Она прошла в комнату, взяла сына на руки, и он почти сразу умолк. Смотрел на нее сосредоточенно, серьезно, будто проверял, на месте ли его мир. На кухонном столе в тетради лежал чек на огромную сумму. В соседней комнате сидел человек, который первым взял ее сына на руки. Где-то в большом городе мужчина в дорогом пальто, возможно, ждал, получит ли ответ.

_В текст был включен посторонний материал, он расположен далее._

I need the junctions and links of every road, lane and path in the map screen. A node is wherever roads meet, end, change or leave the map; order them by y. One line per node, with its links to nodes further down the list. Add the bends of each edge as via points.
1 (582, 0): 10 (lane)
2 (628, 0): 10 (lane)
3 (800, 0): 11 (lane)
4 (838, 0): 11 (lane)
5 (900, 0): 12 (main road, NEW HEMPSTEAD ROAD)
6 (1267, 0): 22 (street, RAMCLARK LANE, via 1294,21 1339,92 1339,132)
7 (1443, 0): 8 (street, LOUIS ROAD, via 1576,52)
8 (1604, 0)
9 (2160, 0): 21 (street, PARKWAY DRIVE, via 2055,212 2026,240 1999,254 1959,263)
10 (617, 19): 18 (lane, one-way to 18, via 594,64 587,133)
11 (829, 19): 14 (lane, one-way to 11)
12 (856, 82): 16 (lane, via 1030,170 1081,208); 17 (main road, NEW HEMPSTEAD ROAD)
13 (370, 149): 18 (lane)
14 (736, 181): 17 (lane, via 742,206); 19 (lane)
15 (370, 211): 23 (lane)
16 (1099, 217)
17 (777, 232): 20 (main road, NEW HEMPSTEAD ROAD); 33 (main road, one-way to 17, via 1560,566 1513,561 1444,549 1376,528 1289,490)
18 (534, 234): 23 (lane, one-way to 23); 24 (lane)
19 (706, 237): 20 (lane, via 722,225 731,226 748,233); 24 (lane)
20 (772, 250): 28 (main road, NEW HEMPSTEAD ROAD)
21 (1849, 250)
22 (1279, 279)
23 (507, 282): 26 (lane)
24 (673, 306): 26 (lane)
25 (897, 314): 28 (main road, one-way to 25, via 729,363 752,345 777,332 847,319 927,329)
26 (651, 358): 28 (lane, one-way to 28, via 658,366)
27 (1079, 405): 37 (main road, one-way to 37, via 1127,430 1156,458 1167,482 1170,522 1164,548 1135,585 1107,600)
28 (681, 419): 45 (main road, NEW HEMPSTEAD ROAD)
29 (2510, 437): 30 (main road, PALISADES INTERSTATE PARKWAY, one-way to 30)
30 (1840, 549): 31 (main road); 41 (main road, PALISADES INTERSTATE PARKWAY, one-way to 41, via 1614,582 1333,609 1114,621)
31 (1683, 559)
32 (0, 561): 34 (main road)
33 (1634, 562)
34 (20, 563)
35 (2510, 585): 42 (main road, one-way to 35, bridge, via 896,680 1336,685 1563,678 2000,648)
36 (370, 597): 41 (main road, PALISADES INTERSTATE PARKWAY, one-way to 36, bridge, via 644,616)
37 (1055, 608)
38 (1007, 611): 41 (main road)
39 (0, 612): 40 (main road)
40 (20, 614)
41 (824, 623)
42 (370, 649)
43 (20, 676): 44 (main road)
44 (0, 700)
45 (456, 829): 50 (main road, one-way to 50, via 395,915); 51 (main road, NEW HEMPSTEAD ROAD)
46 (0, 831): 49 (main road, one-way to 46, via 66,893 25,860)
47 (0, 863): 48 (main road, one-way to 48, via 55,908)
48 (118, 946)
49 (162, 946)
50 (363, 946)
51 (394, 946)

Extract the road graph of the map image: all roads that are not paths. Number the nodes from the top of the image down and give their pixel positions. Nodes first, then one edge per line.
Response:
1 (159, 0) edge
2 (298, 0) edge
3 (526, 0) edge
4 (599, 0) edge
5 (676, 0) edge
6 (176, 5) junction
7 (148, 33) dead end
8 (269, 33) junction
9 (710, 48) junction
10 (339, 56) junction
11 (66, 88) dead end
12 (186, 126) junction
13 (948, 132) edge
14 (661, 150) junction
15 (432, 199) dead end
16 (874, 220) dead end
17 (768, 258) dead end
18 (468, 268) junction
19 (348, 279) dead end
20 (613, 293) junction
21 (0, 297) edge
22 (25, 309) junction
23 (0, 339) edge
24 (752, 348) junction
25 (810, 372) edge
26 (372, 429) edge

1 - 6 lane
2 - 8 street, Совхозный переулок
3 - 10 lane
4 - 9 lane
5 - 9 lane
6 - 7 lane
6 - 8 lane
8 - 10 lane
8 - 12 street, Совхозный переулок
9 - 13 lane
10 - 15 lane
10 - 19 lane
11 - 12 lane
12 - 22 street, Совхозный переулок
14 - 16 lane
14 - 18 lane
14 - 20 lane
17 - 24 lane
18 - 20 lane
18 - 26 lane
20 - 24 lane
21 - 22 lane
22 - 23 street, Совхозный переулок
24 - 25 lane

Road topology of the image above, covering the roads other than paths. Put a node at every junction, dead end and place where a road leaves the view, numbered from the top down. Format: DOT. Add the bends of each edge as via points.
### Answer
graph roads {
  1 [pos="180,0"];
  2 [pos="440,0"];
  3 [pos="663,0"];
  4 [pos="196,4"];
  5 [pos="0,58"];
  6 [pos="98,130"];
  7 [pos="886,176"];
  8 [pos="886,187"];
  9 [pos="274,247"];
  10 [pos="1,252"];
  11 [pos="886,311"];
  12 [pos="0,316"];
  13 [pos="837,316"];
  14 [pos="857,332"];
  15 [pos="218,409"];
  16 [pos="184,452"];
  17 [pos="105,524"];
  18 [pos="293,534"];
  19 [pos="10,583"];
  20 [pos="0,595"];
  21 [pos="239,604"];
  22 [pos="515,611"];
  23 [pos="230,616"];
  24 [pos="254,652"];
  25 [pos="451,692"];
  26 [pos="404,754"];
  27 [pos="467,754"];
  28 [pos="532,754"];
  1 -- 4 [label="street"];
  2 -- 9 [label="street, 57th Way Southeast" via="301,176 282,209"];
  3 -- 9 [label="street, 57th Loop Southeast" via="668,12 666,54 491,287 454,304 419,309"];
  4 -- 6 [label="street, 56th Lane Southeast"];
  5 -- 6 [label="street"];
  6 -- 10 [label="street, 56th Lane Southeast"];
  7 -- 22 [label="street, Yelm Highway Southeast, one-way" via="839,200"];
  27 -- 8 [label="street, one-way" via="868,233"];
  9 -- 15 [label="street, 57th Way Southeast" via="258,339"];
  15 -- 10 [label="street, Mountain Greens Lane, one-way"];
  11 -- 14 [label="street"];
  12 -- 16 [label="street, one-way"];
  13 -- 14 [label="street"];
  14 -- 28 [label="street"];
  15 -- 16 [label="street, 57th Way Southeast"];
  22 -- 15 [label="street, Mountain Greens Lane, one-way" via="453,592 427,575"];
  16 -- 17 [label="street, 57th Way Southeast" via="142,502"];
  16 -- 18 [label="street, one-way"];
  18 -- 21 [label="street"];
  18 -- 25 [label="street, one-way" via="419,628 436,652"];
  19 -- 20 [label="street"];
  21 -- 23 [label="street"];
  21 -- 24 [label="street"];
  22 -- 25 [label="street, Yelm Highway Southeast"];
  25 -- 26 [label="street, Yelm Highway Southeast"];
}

Жизнь оказалась совсем не такой, какой Олеся представляла ее в день отъезда с чемоданом и тетрадью. Неровной, неудобной, местами горькой до онемения. Но настоящей. Плотной. Живой. И впервые за долгое время она почувствовала не счастье — нет, слово было слишком громким и гладким. Она почувствовала почву под ногами.

— Слышишь? — сказала она Ивану. — Все нормально. Теперь все нормально.

Лето в деревне стояло тихое. Ивану исполнилось пять недель. Он округлился, потяжелел, и у него появилось лицо — не просто младенческая сморщенность, а целый набор выражений, которые Олеся уже училась различать. Вот это — «хочу есть». Это — «мне тепло и я доволен». А это — «что-то не так, но я еще думаю, стоит ли кричать».

Она записывала такие наблюдения в тетрадь. Не для публикации, не для кого-то. Для себя. Иногда ей казалось, что из этого может получиться текст: не сладкий, не умильный, а честный. О том, как держишь на руках человека, которому всего несколько недель, и понимаешь, что ты для него — весь мир. И что, странным образом, этого пока достаточно.

Назар остался. Это случилось не в один день и не после большого разговора. Просто сначала он приходил ежедневно. Потом задерживался до вечера. Потом однажды Олеся проснулась в три ночи кормить Ивана и заметила свет в сенях. Вышла с ребенком на руках: Назар сидел там и чинил какую-то деревянную деталь, стараясь не шуметь.

— Почему ты в сенях? — спросила она сонно.

— Чтобы не разбудить.

— Ты все равно разбудил. Светом.

Он посмотрел на лампу.

— Учту.

Она не сказала ему уходить. Он не спросил, можно ли остаться. Все сложилось само, без сцены, без клятв, без красивых слов, которых Олеся теперь боялась больше, чем молчания.

На третьей неделе после рождения Ивана Назар перенес в дом несколько вещей и часть инструментов. Свой дом напротив он не бросал: там оставалась мастерская, заказы, доски, запах стружки. Но жил теперь здесь. Олеся однажды сказала ему вечером, когда ребенок наконец уснул, а чай на столе остыл:

— Ты понимаешь, что это непросто? Ивану нет и месяца. Я сама не знаю, как все будет. Через год я хочу вернуться в учебу. Возможно, снова уеду в большой город.

— Понимаю.

— И?

— И ничего. Я не ищу простого.

— Назар, он не твой ребенок.

Назар поставил кружку на стол. Посмотрел прямо.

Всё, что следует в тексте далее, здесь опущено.